The P2 head adds about 0.08M parameters and 3.5 GFLOPs. Ablation shows that adding the P2 head alone increases mAP by 2.4 points. When combined with ARB and ORFM, it further improves mAP by 2.0 points over the ARB + ORFM combination, confirming its effectiveness for small objects. The expansion factor e = 0.25 for the P2 head was selected as it offers the best trade-off between parameter increase and detection gain (adding 0.08M parameters and 3.5 GFLOPs for a 2.4 point mAP lift).
3. Experiments and Results Analysis
3.1. Datasets
We evaluate MSG-YOLO on VisDrone2019-DET as the main dataset and use HazyDet for generalization tests.
VisDrone2019-DET [
3] is a widely used benchmark for drone-view object detection. It contains 10 categories: pedestrian, people, bicycle, car, van, truck, tricycle, awning-tricycle, bus, and motor, with a resolution of 2000 × 1500 pixels. The dataset has 8629 images: 6471 for training, 548 for validation, and 1610 for testing.
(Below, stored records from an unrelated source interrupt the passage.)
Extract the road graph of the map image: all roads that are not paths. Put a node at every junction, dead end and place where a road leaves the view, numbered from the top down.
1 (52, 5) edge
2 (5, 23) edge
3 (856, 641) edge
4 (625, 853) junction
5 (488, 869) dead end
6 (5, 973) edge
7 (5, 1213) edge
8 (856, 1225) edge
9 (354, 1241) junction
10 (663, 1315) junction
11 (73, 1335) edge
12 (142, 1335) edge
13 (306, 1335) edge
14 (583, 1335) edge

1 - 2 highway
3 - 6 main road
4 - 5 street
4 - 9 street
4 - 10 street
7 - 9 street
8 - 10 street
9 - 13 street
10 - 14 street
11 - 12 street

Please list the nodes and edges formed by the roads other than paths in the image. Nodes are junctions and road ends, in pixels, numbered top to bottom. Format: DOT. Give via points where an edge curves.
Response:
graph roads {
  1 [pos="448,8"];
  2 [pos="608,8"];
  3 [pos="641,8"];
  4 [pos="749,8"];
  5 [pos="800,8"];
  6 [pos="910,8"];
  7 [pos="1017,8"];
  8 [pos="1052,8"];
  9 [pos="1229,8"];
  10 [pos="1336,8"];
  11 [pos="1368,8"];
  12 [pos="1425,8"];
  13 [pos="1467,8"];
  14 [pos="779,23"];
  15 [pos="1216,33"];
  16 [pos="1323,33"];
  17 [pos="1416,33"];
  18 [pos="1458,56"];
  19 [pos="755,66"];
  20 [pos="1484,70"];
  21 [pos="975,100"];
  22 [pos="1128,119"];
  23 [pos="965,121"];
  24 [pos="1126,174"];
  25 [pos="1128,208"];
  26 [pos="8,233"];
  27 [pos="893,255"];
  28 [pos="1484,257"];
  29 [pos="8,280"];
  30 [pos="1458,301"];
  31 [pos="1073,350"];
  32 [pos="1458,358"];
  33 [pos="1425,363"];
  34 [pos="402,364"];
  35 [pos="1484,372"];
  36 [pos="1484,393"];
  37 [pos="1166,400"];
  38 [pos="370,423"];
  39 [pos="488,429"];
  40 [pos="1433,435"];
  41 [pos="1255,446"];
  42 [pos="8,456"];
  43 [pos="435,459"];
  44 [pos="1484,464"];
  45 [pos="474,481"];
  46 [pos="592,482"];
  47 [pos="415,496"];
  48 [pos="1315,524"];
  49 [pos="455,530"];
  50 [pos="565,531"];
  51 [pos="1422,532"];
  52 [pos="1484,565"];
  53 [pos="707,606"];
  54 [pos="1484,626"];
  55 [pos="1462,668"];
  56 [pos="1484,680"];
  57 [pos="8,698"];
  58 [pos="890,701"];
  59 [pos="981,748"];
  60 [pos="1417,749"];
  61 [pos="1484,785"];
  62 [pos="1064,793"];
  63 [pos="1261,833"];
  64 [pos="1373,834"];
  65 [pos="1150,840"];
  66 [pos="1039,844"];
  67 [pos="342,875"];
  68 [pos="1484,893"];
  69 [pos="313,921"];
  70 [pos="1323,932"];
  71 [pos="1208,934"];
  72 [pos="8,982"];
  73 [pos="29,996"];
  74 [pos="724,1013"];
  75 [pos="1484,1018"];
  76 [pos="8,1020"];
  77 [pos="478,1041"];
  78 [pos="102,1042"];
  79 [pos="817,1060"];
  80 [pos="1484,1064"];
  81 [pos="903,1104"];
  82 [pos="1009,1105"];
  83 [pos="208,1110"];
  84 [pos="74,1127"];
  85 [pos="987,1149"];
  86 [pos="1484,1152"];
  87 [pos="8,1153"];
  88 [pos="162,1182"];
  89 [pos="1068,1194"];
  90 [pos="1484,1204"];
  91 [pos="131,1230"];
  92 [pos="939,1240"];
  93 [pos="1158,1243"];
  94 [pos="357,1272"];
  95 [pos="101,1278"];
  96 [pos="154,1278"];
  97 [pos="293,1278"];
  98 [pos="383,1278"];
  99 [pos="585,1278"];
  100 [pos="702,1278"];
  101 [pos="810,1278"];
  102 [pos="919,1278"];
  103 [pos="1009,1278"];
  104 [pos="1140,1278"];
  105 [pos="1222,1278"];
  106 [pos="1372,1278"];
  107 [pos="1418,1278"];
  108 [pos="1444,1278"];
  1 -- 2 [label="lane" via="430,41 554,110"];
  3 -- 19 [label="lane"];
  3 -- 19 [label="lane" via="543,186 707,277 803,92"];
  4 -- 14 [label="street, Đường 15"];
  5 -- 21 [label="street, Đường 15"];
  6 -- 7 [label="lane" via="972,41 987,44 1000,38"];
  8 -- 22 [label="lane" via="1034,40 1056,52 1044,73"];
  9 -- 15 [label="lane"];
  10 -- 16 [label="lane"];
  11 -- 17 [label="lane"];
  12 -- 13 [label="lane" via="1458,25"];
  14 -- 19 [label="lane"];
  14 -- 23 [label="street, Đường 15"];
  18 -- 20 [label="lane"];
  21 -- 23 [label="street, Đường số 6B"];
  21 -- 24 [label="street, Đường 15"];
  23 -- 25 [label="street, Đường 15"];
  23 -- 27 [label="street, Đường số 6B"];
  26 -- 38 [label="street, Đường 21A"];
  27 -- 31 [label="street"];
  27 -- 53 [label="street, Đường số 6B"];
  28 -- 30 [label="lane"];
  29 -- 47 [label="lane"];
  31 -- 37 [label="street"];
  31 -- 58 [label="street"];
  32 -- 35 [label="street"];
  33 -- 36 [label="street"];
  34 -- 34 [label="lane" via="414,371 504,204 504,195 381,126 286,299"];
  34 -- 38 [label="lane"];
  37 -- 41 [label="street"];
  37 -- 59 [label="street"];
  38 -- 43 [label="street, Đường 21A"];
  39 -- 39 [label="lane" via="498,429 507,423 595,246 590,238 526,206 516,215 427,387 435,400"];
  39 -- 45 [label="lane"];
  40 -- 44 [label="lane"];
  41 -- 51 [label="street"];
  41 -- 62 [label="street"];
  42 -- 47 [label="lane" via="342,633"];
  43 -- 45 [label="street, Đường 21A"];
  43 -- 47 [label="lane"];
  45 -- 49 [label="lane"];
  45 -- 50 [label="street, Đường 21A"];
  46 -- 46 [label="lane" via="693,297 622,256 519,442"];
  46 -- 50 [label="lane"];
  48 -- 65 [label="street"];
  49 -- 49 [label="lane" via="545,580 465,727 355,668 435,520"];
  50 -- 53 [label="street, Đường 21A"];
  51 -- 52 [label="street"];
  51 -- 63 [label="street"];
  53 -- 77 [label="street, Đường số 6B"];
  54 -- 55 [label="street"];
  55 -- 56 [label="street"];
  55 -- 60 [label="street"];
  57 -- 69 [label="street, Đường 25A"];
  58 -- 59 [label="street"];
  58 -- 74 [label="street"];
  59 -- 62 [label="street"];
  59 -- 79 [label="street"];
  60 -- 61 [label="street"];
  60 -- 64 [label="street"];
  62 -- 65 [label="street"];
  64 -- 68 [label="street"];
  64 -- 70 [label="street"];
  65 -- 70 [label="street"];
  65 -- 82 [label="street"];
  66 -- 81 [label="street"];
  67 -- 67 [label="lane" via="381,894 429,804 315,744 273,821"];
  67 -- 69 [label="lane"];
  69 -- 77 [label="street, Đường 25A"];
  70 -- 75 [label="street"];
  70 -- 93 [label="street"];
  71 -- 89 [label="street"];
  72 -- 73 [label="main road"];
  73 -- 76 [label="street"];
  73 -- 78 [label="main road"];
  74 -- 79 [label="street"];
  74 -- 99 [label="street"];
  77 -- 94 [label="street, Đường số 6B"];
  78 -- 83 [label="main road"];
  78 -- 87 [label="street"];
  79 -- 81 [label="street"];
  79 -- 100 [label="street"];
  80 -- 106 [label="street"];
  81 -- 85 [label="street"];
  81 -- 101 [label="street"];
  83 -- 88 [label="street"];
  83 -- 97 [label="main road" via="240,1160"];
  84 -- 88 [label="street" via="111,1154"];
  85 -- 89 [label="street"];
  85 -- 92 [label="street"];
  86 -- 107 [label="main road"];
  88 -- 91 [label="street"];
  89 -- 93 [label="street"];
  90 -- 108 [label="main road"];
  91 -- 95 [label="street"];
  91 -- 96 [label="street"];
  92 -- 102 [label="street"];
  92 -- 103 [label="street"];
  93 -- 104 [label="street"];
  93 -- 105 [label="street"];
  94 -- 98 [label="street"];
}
The images were captured in urban, rural, and campus environments under various lighting and weather conditions. It contains many small, densely packed objects with large-scale variations, along with occlusions, illumination changes, and motion blur.
To evaluate low-visibility robustness, we also use the public dataset HazyDet [
29], which was designed for drone-view object detection in hazy scenes. It contains approximately 383,000 real-world instances, including both real hazy images and clear images with synthetic fog. We select 1000 representative images of cars, trucks, and buses under haze, rain, and low-light conditions. These images have low contrast and blurry boundaries, making them suitable for testing our attention-based background suppression and the P2 head’s performance under adverse conditions.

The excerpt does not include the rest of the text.